– Именно. Двадцатый же век так рванул вперед, что этот материал в разы превышает тот, что был аккумулирован за несколько предыдущих столетий, и это касается как музыки, так и других видов искусств, не говоря уже о науке. Появилось невероятное множество новых музыкальных языков, и все это произошло слишком быстро.

– Стало быть, ты рассматриваешь революцию в области музыкального языка, которая произошла в XX веке, как процесс, направленный в сторону коммуникации?

– В процессе эволюции, который претерпела западная музыка ХХ века, звуки, по крайней мере с теоретической точки зрения, высвободились из своих оков – структуры, формы, грамматики. Практически они вышли за пределы того, что мы привыкли называть «музыкой».

Так возникла настоящая проблема «музыкального явления», то есть понимания, что является музыкой, а что нет, и это, разумеется, никак не помогает проложить мосты между теми, что пишет музыку, и теми, кто ее слушает. Уже Вагнер в «Тристане и Изольде» совершил настоящую революцию: он отказался от четкого определения тональности, в которой звучит музыка. Изначальное обозначение тональности указывает на то, что вступление написано в до мажоре или ля миноре; оно начинается фрагментом мелодии, который может считаться также фа мажорным или ре минорным, и, прежде чем закончится второй такт, мы приходим к доминантсептаккорду ля мажора. Предсказать, как будет строиться произведение, оказалось невозможно, ибо все причинно-следственные музыкальные связи, где одно вытекает из другого, оказались нарушены.

С появлением додекафонической теории, разработанной Шенбергом в начале ХХ века, тоника, доминанта и субдоминанта окончательно утратили ведущие места в иерархии аккордов (в то время как уже само обозначение «доминанта» указывало на их значимость). Демократизация звуков порывала с диктатурой ведущих ступеней гаммы и, стало быть, подрывала само понятие тональности.

После Шенберга постепенно возникла необходимость в теоретическом осмыслении происходящего, что и осуществили Антон Веберн и его последователи. Тембр, высоты, длительности, паузы – все это он подчиняет логике и создает удивительно продуманные серии, построенные на чистой математике, чем еще более отрывается от традиции[46].

Плодом этой революции стало то, что мелодия перестала соответствовать принятым в композиции критериям, а вместе с нею гармония и ритм. Тем самым слушатель утратил ориентиры, поскольку мелодия служила для него определенным компасом, которого не стало, и поскольку различные музыкальные языки развивались со скоростью света, трудностей становилось все больше, а воспринимать музыку было все сложнее.

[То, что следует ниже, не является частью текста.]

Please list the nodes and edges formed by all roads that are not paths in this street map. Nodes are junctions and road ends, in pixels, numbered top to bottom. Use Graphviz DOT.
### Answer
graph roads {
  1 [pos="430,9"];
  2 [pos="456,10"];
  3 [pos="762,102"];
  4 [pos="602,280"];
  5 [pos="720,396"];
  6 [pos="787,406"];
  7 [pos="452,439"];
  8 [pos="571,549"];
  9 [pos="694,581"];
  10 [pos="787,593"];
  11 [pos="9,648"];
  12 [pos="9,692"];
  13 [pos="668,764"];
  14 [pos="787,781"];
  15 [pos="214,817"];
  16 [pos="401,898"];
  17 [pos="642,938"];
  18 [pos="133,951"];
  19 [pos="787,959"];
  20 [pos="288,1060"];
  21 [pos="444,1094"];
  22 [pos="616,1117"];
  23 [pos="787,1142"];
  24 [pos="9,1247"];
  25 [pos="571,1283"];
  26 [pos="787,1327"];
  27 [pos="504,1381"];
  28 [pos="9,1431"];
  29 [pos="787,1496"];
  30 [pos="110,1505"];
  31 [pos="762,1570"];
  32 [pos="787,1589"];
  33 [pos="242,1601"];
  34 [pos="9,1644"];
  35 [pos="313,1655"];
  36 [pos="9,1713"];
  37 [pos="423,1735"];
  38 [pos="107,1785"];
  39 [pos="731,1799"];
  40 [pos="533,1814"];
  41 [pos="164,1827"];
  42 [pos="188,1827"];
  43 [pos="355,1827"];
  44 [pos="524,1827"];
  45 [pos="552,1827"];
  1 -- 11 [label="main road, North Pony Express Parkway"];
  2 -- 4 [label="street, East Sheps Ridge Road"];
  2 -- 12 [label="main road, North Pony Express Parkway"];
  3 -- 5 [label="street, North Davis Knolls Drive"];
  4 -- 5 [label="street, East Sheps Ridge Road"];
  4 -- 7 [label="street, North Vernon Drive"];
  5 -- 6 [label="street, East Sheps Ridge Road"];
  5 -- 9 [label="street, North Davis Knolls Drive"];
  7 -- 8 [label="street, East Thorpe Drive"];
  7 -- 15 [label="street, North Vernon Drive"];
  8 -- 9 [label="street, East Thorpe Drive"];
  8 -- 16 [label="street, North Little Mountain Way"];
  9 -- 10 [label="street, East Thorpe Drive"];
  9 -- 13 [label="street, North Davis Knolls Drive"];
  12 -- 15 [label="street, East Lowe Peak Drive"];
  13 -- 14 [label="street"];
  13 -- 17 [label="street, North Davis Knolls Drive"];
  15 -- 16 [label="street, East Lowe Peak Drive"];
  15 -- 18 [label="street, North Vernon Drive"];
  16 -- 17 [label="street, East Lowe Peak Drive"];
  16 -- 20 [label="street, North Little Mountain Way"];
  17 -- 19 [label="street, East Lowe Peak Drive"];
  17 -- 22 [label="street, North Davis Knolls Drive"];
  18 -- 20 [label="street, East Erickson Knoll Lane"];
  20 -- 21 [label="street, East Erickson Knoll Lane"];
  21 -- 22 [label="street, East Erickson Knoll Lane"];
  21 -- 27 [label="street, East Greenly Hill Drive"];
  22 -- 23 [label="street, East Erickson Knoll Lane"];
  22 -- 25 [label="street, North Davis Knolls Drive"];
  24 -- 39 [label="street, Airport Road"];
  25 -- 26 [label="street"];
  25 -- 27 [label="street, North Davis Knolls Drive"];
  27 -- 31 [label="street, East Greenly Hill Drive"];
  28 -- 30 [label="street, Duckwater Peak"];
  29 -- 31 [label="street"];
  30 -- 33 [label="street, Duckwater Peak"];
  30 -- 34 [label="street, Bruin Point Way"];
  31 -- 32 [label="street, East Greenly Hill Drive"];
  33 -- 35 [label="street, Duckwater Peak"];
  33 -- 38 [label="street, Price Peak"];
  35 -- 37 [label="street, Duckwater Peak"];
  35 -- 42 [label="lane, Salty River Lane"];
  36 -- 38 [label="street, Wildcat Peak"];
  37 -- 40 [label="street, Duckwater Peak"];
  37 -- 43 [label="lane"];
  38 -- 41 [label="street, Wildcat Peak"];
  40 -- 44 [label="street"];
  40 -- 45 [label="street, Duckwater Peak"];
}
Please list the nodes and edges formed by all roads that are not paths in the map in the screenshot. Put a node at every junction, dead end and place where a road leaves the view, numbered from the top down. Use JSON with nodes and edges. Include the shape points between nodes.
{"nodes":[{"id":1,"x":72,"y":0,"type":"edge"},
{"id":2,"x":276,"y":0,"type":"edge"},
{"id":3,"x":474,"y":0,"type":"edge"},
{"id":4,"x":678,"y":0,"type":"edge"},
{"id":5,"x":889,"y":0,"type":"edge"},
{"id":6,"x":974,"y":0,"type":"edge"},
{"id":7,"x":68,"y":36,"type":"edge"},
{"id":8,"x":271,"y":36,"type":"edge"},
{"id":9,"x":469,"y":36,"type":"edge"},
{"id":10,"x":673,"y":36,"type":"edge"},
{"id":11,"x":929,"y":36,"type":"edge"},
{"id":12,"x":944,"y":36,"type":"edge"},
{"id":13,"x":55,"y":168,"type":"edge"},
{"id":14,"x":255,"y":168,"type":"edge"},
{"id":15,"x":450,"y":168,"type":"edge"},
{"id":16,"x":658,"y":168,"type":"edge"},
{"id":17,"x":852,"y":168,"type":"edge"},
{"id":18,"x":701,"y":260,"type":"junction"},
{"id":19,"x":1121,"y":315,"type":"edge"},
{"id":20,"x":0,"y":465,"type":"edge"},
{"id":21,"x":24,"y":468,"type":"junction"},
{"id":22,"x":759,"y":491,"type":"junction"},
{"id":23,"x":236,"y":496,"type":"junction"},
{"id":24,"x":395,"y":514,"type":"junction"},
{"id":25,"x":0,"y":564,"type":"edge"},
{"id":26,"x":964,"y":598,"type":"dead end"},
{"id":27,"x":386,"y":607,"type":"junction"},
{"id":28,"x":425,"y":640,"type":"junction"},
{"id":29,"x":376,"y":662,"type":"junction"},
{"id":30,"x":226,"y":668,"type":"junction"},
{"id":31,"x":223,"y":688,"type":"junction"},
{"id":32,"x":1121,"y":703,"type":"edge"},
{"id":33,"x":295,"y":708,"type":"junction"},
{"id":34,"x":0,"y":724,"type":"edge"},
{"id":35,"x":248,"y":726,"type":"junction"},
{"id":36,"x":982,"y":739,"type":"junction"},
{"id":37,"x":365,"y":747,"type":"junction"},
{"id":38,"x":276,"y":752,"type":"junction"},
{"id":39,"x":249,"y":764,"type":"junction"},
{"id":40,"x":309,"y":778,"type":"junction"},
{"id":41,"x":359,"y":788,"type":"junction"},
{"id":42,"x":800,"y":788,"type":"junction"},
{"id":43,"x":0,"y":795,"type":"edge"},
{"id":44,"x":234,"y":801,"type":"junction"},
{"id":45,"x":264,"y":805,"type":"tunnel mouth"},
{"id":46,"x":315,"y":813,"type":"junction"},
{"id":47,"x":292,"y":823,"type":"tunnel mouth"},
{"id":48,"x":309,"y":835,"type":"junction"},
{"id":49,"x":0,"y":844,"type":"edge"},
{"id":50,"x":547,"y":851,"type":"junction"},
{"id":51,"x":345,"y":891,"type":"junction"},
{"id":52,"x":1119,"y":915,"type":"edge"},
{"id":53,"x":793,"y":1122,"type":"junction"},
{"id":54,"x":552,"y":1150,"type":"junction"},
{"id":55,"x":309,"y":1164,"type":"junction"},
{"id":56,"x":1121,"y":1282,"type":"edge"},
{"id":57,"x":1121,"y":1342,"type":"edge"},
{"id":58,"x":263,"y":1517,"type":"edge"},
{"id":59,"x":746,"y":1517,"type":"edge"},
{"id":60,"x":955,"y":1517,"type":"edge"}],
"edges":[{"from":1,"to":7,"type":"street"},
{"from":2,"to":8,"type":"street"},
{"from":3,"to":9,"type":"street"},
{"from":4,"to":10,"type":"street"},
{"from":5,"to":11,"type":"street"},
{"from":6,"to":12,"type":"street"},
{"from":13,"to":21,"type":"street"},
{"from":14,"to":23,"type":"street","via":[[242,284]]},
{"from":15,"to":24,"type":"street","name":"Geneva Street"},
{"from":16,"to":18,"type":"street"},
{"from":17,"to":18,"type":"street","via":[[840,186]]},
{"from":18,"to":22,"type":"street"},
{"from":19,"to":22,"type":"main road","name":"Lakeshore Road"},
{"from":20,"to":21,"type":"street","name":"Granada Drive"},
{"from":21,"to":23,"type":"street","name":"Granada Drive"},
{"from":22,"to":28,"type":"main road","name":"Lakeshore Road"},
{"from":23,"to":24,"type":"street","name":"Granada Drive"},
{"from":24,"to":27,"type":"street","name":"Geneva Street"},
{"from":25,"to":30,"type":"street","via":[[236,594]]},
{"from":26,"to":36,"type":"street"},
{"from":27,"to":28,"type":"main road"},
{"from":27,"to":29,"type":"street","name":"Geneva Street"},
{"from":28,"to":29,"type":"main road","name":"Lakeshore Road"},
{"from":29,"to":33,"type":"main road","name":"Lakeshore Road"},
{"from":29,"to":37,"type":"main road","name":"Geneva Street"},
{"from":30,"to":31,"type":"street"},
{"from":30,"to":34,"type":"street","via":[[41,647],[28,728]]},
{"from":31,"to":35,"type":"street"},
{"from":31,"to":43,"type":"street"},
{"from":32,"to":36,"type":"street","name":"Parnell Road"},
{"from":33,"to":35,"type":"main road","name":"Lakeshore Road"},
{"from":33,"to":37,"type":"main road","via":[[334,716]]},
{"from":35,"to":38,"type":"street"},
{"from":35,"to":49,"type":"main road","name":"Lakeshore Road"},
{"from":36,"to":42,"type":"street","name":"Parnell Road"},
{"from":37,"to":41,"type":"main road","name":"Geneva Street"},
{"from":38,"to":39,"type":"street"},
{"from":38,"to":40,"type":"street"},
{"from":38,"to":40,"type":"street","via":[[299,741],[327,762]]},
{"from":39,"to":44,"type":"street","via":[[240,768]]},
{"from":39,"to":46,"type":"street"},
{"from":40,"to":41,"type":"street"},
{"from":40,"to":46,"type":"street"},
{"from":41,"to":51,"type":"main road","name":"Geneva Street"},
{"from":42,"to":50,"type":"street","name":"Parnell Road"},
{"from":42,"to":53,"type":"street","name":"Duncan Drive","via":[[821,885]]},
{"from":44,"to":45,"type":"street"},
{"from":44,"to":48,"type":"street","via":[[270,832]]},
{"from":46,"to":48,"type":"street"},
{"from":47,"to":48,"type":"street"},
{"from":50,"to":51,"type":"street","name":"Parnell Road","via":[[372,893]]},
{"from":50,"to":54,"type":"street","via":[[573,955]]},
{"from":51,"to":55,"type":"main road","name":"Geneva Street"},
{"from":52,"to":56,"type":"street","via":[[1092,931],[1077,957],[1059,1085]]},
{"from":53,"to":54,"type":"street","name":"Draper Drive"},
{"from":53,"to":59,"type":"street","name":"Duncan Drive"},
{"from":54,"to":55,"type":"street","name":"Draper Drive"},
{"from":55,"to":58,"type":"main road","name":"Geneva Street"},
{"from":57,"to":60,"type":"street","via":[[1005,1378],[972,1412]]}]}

От публики требовали приятия любых звуков вне оформления по традиционным правилам: композиторы хотели, чтобы их слушали и воспринимали «в чистом виде». Для них звук приобретал значение сам по себе, оказавшись полностью освобожденным от каких бы то ни было ограничений.

Потом все еще более закрутилось, потому что в понятие «звуки» вошли самые разнообразные шумы. Луиджи Руссоло, автор «Искусства шумов»[47], и другие футуристы, а за пределами Италии Эдгар Варез и Чарльз Айвс оказались настойчивыми ребятами.

Все это привело к появлению «конкретной музыки», а в 1949 году П. Анри и П. Шеффер создали «Симфонию для одного человека», где использовались звуки человеческих шагов, звуки хлопающих дверей, шум поезда, визг полицейской сирены и так далее. Это стало началом творческого пути для «Группы исследований в области конкретной музыки».

Процесс обновления музыкального языка продолжался, и многочисленные поиски подтолкнули последователей Веберна к интегральному сериализму: теперь все определяла логически построенная математически продуманная структура, а музыкальное полотно представало своего рода сериальной матрицей. Мессиан, Булез, Штокхаузен, Берио, Мадерна – вот самые яркие и известные представители этого направления. Музыка достигла такого уровня сложности, о котором прежде и думать не могли. Иногда результаты превосходили все ожидания, а иногда их не было вовсе.

Именно тогда я и оказался в Дармштадте. Окончив консерваторию, мне захотелось познать мир и создать что-то свое, оригинальное и неповторимое, но то, с чем я столкнулся в Дармштадте, было для меня совершенно новым. Я был шокирован тем, что увидел и услышал. «Так это и есть та самая новая музыка?» – спрашивал я себя. Помню, как Евангелисти сыграл нам невероятные сильные импровизации в стиле «Фортепианных пьес» Штокхаузена…[48] Понимаешь, о чем я?